Chapter 9.2, Problem 59E

Problems 63 and 64 require the use of a graphing calculator

Market share. Acme Soap Company markets one brand of soap, called Standard Acme $\left(SA\right)$, and Best Soap Company markets two brands. Standard Best $\left(SB\right)$ and Deluxe Best $\left(DB\right)$. Currently, Acme has $40\%$ of the market, and the remainder is divided equally between the two Best brands. Acme is considering the introduction of a second brand to get a larger share of the market.
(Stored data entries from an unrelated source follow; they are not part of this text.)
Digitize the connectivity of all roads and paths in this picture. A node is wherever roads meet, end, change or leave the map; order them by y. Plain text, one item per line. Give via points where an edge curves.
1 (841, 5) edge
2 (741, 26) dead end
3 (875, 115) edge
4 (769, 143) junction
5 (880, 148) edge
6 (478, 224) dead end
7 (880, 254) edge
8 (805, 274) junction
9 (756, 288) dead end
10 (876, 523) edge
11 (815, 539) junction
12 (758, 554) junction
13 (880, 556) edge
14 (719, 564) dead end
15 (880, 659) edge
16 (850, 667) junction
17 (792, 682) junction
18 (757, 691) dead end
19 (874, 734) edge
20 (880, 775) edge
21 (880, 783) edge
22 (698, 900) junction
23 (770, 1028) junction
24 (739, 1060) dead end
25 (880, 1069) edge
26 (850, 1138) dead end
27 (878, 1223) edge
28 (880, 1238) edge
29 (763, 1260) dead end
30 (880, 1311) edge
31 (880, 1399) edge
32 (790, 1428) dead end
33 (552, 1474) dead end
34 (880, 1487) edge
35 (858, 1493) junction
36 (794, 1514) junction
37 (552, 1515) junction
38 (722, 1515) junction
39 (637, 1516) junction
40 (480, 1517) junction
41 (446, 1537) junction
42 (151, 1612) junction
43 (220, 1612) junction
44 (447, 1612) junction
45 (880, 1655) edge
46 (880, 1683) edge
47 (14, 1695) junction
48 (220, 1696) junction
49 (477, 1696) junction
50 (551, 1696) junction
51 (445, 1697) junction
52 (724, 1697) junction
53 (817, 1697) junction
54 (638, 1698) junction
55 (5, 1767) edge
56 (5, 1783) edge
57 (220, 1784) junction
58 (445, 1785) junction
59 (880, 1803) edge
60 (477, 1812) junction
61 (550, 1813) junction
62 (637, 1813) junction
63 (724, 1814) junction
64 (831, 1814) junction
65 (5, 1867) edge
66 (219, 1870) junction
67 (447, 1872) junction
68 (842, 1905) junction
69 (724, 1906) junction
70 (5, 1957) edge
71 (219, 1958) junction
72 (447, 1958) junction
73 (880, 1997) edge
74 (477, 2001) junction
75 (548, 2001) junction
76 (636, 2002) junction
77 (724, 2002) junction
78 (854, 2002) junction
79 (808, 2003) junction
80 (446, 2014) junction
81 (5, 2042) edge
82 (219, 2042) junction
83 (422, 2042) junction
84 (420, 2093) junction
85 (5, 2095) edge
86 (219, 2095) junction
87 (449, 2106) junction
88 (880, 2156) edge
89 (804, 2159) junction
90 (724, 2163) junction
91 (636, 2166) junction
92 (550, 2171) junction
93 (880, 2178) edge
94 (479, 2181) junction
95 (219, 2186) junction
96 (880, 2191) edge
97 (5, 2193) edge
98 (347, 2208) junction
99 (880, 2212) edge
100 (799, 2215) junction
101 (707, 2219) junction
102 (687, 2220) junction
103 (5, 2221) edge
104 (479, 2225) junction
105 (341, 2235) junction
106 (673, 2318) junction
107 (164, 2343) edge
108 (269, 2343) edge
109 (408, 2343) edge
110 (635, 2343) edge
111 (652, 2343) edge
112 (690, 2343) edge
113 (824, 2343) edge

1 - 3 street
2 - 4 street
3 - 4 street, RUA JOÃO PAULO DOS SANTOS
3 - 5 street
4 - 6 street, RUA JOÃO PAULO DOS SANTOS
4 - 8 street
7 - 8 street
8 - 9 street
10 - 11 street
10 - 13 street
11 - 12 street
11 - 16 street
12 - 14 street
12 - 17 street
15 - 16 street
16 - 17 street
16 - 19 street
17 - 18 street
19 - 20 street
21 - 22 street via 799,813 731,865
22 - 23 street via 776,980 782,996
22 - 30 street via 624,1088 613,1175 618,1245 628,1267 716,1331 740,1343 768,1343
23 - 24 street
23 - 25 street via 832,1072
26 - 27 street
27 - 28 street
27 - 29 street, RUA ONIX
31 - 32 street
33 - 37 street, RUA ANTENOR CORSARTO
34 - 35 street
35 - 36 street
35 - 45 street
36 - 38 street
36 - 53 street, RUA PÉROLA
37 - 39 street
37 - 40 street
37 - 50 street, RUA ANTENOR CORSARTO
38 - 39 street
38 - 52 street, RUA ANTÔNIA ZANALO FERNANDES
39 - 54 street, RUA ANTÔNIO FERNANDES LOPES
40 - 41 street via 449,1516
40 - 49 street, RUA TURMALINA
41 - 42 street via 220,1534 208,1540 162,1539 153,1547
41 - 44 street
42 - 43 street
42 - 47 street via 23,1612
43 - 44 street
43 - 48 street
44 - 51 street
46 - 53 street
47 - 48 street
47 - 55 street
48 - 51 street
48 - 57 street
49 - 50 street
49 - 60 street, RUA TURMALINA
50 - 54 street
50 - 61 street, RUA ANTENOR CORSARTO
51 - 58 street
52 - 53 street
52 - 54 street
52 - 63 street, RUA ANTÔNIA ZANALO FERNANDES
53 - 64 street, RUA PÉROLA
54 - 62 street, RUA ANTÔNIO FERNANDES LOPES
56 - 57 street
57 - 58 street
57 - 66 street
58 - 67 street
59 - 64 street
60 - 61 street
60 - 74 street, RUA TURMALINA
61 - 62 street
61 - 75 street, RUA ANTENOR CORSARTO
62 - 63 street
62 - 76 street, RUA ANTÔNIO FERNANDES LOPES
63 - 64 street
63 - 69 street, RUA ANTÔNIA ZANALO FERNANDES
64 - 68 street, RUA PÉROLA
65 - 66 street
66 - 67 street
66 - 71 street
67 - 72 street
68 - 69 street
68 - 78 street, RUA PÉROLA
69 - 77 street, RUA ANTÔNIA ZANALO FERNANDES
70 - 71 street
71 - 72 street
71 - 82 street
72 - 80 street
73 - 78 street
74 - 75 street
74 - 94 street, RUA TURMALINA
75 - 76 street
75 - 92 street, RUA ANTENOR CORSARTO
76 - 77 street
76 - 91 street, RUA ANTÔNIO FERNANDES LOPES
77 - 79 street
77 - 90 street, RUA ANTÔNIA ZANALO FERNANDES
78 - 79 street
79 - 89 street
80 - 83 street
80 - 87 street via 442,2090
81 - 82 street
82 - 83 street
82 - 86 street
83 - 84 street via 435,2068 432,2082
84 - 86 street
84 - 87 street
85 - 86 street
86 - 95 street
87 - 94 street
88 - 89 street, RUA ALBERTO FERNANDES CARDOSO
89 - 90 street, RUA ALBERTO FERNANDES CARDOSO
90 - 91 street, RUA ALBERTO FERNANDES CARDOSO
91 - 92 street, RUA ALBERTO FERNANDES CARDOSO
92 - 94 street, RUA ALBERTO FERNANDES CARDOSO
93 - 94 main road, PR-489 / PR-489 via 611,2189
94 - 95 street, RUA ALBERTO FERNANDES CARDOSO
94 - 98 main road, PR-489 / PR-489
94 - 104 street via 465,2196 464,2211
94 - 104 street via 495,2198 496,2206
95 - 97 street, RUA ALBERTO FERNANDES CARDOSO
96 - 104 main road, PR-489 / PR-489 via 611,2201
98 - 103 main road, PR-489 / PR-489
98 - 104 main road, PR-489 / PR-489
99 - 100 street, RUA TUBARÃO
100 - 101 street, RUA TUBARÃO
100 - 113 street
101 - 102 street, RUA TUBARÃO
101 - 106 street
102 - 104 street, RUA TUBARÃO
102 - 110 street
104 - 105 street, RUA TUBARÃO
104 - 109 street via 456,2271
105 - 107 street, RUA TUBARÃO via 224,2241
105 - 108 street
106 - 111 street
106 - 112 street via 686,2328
A proposed new brand, called brand $X$, was test-marketed in several large cities, producing the following transition matrix for the consumers' weekly buying habits:

$\begin{array}{l}SBDBSAX\\ P=\begin{array}{c}SB\\ DB\\ SA\\ X\end{array}\left[\begin{array}{cccc}.4& .1& .3& .2\\ .3& .2& .2& .3\\ .1& .2& .2& .5\\ .3& .3& .1& .3\end{array}\right]\end{array}$

Assuming that $P$ represents the consumers' buying habits over a long period of time, use this transition matrix and the initial-state matrix $S_0=\left[\begin{array}{cccc}.3& .3& .4& 0\end{array}\right]$ to compute successive state matrices in order to approximate the elements in the stationary matrix correct to two decimal places. If Acme decides to market this new soap, what is the long-run expected total market share for their two soaps?